Jesse Marsch

MONTRÉAL – On savait que l’entraîneur-chef de l’Impact de MOntréal Jesse Marsch avait un bouillant caractère avant même qu’il ne soit expulsé du match nul de 1-1 contre le Dynamo de Houston, il y a deux semaines, qui a scellé le sort deu onze montréalais.

Marsch a explosé après une faute qui aurait, selon lui, dû être appelée à l’endroit de Sanna Nyassi tard dans cette rencontre.
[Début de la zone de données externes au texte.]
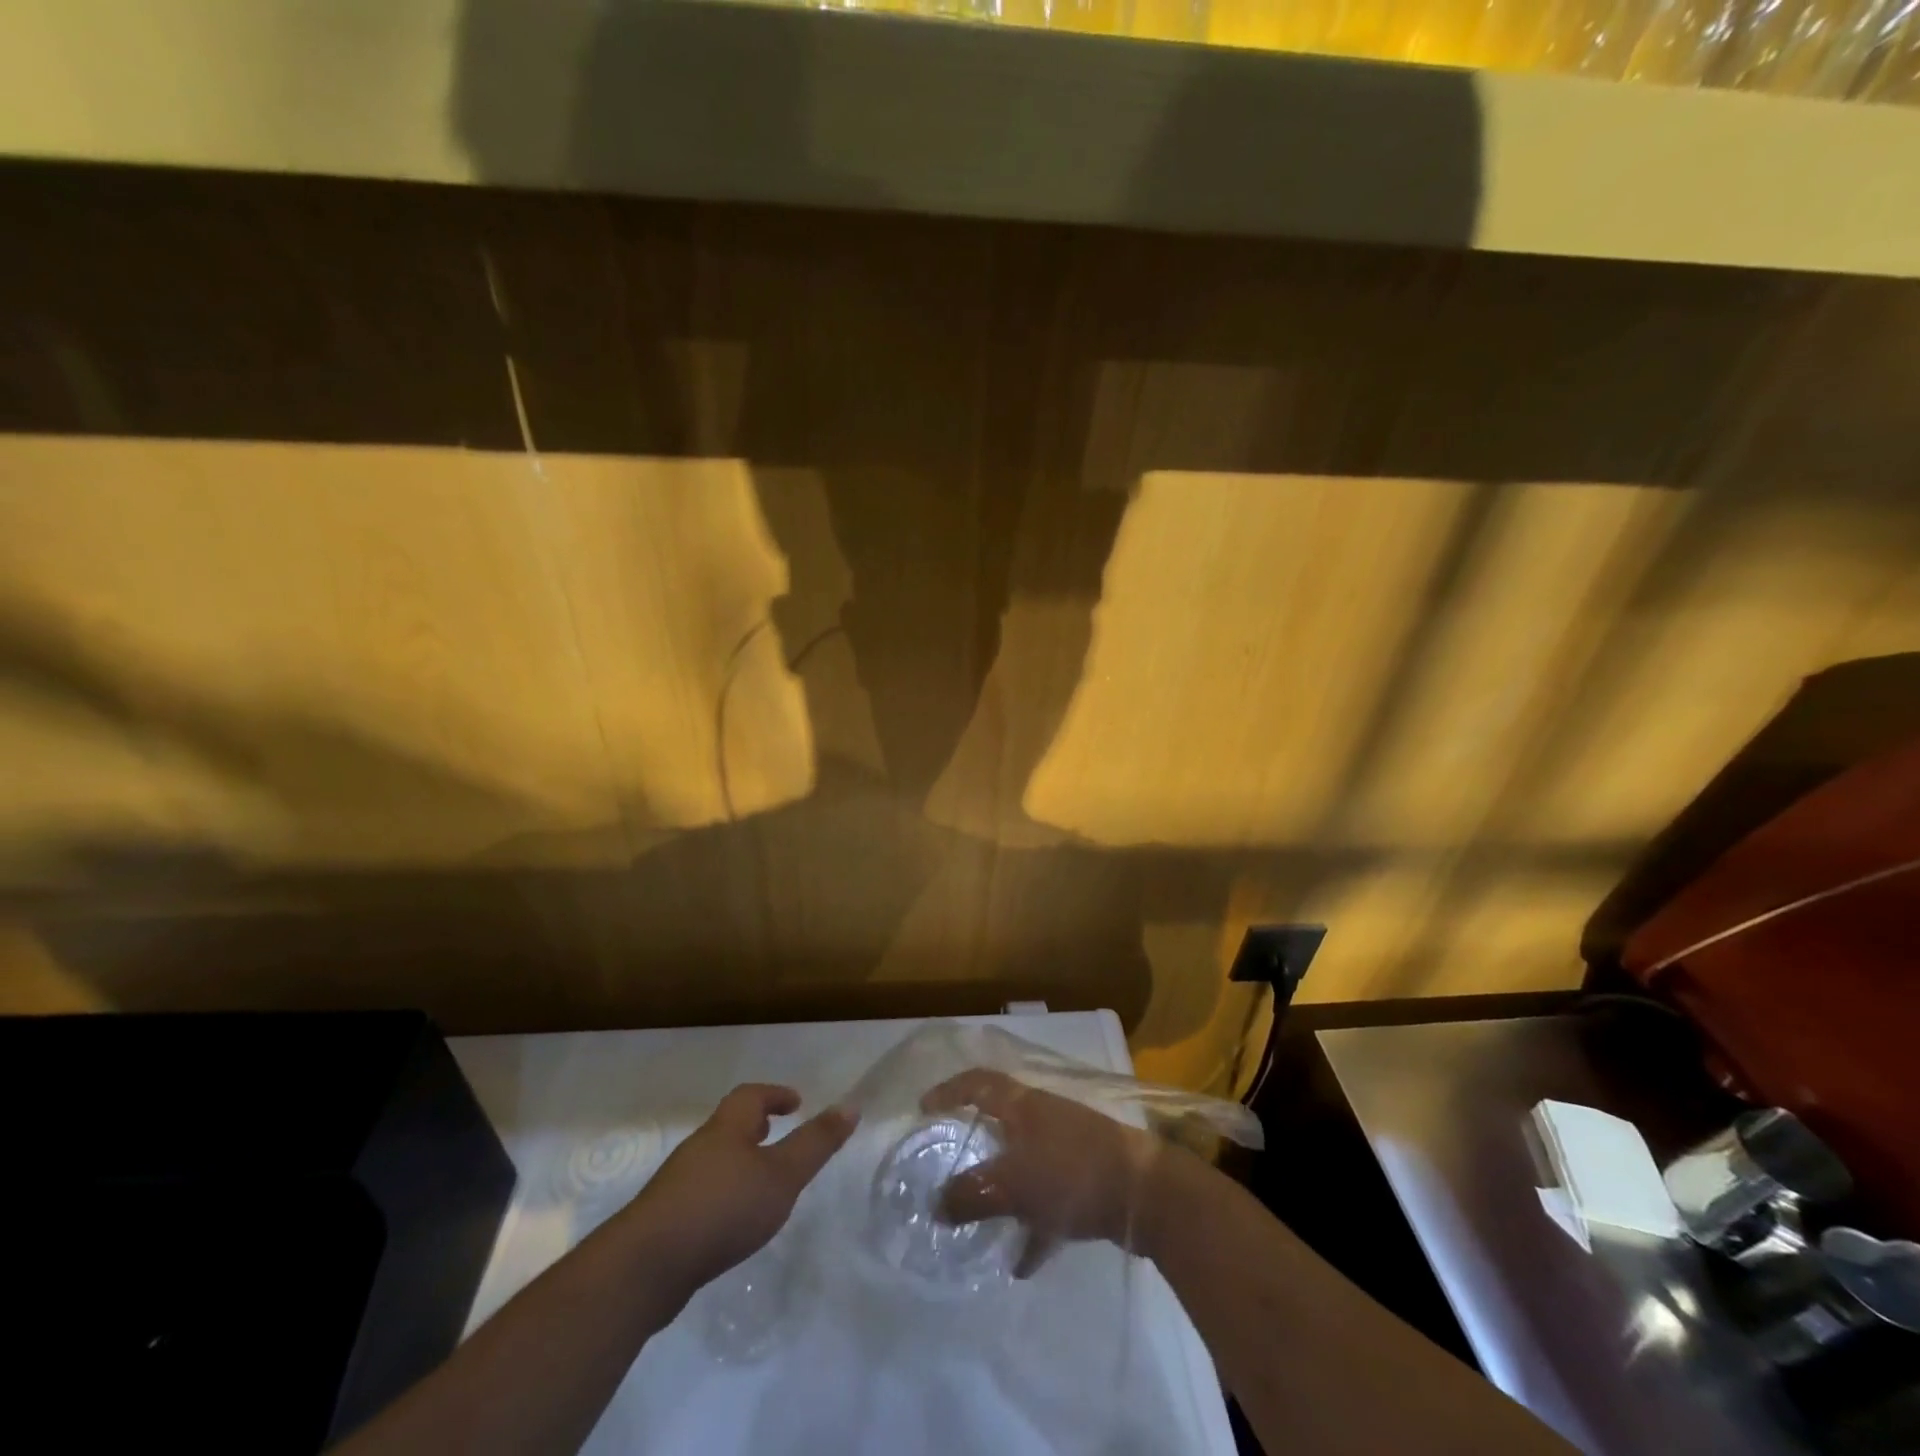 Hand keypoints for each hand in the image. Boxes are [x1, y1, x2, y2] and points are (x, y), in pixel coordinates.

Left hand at [625, 1084, 855, 1303]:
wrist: (644, 1267)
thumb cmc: (722, 1208)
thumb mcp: (781, 1175)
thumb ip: (816, 1143)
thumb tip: (850, 1105)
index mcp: (727, 1128)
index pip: (751, 1096)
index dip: (775, 1095)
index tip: (796, 1102)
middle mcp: (700, 1147)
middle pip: (729, 1126)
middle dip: (755, 1127)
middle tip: (778, 1135)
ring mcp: (677, 1185)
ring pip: (715, 1160)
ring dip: (739, 1162)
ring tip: (762, 1183)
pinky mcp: (665, 1221)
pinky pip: (702, 1194)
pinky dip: (723, 1195)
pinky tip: (732, 1223)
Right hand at [921, 1068, 1161, 1275]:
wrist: (1147, 1192)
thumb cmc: (1071, 1172)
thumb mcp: (1012, 1184)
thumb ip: (971, 1194)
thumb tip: (935, 1206)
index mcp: (1022, 1105)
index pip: (978, 1083)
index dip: (949, 1091)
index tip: (924, 1108)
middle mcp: (1044, 1117)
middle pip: (1001, 1121)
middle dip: (975, 1143)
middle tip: (950, 1163)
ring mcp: (1069, 1145)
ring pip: (1024, 1162)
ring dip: (1004, 1188)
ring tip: (981, 1219)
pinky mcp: (1088, 1177)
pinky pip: (1049, 1197)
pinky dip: (1034, 1223)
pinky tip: (1023, 1260) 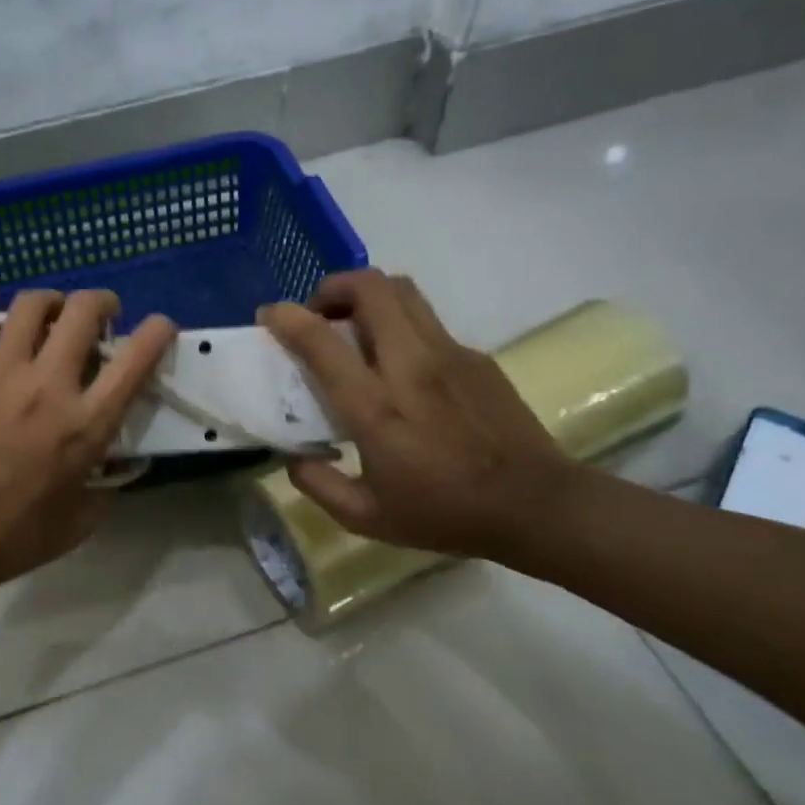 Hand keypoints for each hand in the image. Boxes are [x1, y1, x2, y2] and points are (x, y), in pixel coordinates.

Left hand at [0, 277, 176, 593]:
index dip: (157, 332)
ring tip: (52, 310)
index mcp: (85, 424)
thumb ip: (108, 487)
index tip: (159, 326)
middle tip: (101, 314)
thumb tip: (117, 463)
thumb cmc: (15, 537)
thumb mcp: (82, 521)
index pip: (135, 360)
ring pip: (29, 306)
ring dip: (50, 299)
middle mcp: (45, 386)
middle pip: (82, 313)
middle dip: (101, 302)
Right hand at [260, 269, 571, 558]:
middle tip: (318, 315)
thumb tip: (293, 455)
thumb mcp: (366, 517)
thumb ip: (317, 484)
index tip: (269, 316)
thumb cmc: (444, 513)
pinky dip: (399, 325)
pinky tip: (401, 367)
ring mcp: (449, 354)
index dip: (286, 318)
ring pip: (402, 291)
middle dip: (332, 287)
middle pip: (369, 287)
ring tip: (353, 328)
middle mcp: (410, 365)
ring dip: (367, 296)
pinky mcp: (475, 357)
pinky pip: (427, 322)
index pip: (321, 340)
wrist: (535, 505)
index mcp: (375, 407) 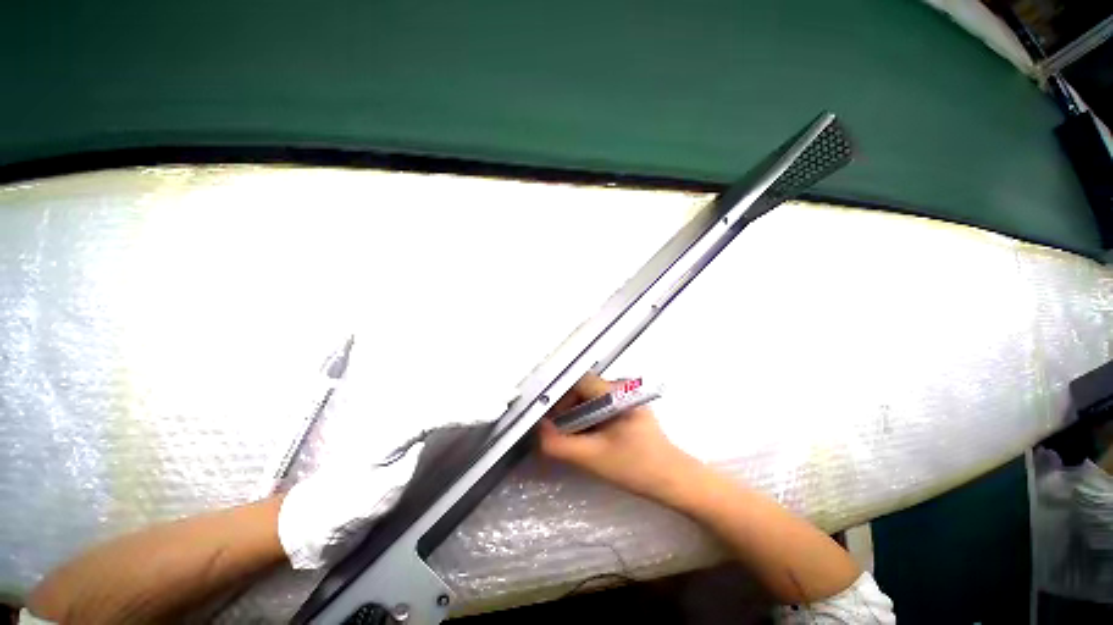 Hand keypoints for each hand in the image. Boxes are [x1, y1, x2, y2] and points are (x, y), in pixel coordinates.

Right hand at [538, 373, 701, 503]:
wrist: (673, 480)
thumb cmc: (637, 467)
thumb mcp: (593, 458)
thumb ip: (560, 445)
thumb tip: (538, 430)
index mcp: (616, 392)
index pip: (578, 381)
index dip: (559, 397)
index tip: (550, 419)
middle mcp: (621, 386)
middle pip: (582, 388)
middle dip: (566, 408)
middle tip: (557, 431)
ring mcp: (625, 395)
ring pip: (589, 397)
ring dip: (576, 414)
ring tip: (570, 436)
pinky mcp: (627, 406)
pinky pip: (598, 405)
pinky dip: (587, 418)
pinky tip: (586, 436) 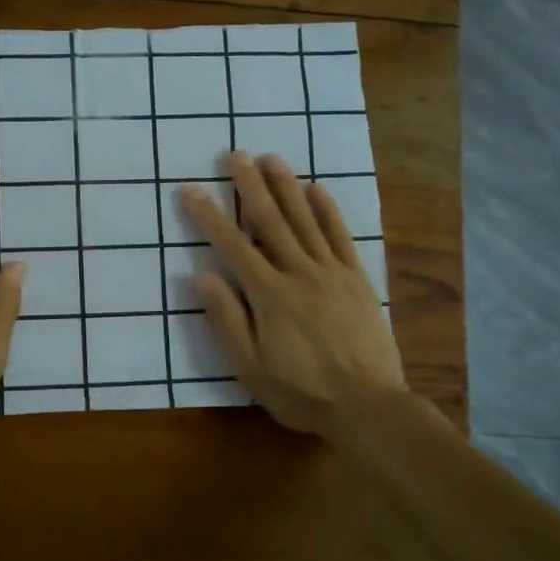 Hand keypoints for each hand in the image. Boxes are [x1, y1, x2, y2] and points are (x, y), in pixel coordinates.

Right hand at [181, 152, 406, 442]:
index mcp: (269, 295)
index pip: (232, 246)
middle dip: (250, 186)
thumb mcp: (251, 367)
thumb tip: (200, 276)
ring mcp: (331, 273)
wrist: (368, 406)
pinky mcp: (357, 280)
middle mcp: (299, 273)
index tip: (191, 189)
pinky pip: (341, 237)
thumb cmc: (301, 391)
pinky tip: (317, 189)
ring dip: (286, 187)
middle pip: (270, 221)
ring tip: (271, 158)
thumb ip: (226, 319)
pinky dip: (328, 211)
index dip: (209, 216)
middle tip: (235, 155)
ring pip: (305, 220) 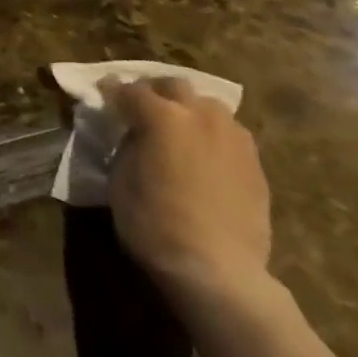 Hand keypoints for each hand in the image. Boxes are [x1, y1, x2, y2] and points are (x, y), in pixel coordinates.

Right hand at [107, 77, 272, 308]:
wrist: (218, 271)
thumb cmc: (155, 225)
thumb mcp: (120, 182)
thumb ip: (126, 147)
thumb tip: (132, 136)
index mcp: (161, 116)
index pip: (129, 91)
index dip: (111, 92)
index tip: (102, 97)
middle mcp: (200, 115)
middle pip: (174, 85)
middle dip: (155, 92)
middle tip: (142, 110)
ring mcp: (232, 136)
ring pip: (208, 105)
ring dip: (189, 110)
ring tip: (179, 130)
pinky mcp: (255, 162)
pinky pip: (229, 133)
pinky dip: (212, 135)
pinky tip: (205, 156) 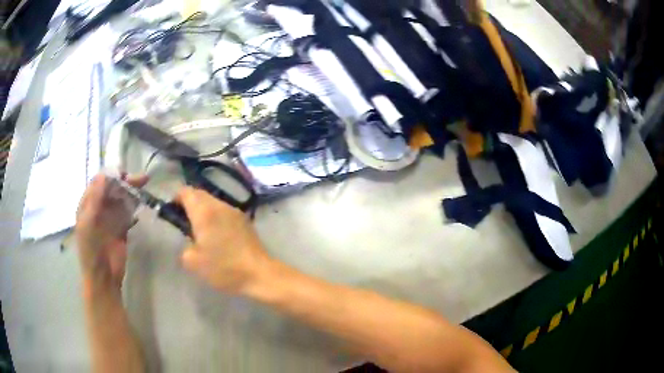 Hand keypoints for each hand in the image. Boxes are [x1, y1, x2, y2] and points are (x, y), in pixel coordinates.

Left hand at [75, 174, 147, 290]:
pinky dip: (134, 207)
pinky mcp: (121, 228)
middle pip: (113, 189)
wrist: (104, 277)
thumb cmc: (91, 250)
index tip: (124, 173)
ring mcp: (110, 218)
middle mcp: (99, 207)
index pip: (99, 182)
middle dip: (125, 182)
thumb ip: (95, 199)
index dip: (111, 175)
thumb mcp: (89, 223)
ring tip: (144, 187)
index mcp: (88, 204)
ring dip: (132, 192)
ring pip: (122, 199)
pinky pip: (128, 213)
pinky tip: (141, 205)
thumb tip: (104, 175)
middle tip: (141, 179)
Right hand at [175, 187, 270, 293]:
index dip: (176, 198)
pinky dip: (216, 216)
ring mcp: (234, 211)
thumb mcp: (193, 262)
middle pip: (199, 194)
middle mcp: (220, 205)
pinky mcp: (245, 220)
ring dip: (203, 210)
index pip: (186, 192)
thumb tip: (190, 241)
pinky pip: (224, 211)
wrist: (259, 274)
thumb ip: (185, 246)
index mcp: (204, 212)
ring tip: (200, 230)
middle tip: (184, 221)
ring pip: (213, 202)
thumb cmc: (223, 268)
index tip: (172, 212)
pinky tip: (217, 234)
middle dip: (189, 203)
La colère de Marsch a été sanctionnée par la MLS, qui a imposé une amende à l’équipe pour conduite antiprofessionnelle d’un membre du personnel d’entraîneurs, et par l’officiel, qui a expulsé l’entraîneur.

Cette expulsion entraîne une suspension automatique d’une rencontre, que Marsch purgera ce samedi, quand l’Impact rendra visite au Toronto FC. Son adjoint Mike Sorber le remplacera.

«Le personnel (d’entraîneurs) a fait un superbe travail tout au long de la saison et c’est d’autant mieux, puisque maintenant je me suis fait expulsé, a-t-il dit jeudi. Mais j’ai une totale confiance en notre équipe et de la façon qu’elle répondra aux directives de notre personnel.

«Ça ne prend pas grand chose pour faire comprendre à nos gars qu’il s’agit d’un match et que nous devons bien faire et rendre nos partisans fiers.»

L’entraîneur de 38 ans avait la réputation d’avoir la mèche courte au cours de sa carrière de 14 saisons en MLS avec D.C. United, le Fire de Chicago et Chivas USA, de 1996 à 2009.

Non seulement il a marqué 31 buts en 321 matchs, il a aussi commis 477 fautes, un record du circuit Garber. On lui a présenté un carton jaune 61 fois et il a écopé de deux rouges.

À sa première saison à la tête de l’Impact, Marsch a été l’un des entraîneurs les plus démonstratifs sur les lignes de côté. Au cours d’un match, après que l’équipe adverse ait obtenu un penalty, Marsch a retiré son veston avant de le lancer violemment au sol.

Comme il avait déjà été mis à l’amende une fois pour avoir critiqué le travail d’un arbitre auprès des journalistes, il avait été prudent dans ces commentaires à la suite de cette rencontre.

«Je n’aurais pas dû faire ce que j’ai fait, quand j’ai couru sur le terrain. Mes émotions ont pris le dessus. Ce n’est pas la première fois et ce ne sera pas la dernière. Je regrette mon geste, mais en même temps, nous étions dans ce match et j’étais sur le terrain avec les joueurs.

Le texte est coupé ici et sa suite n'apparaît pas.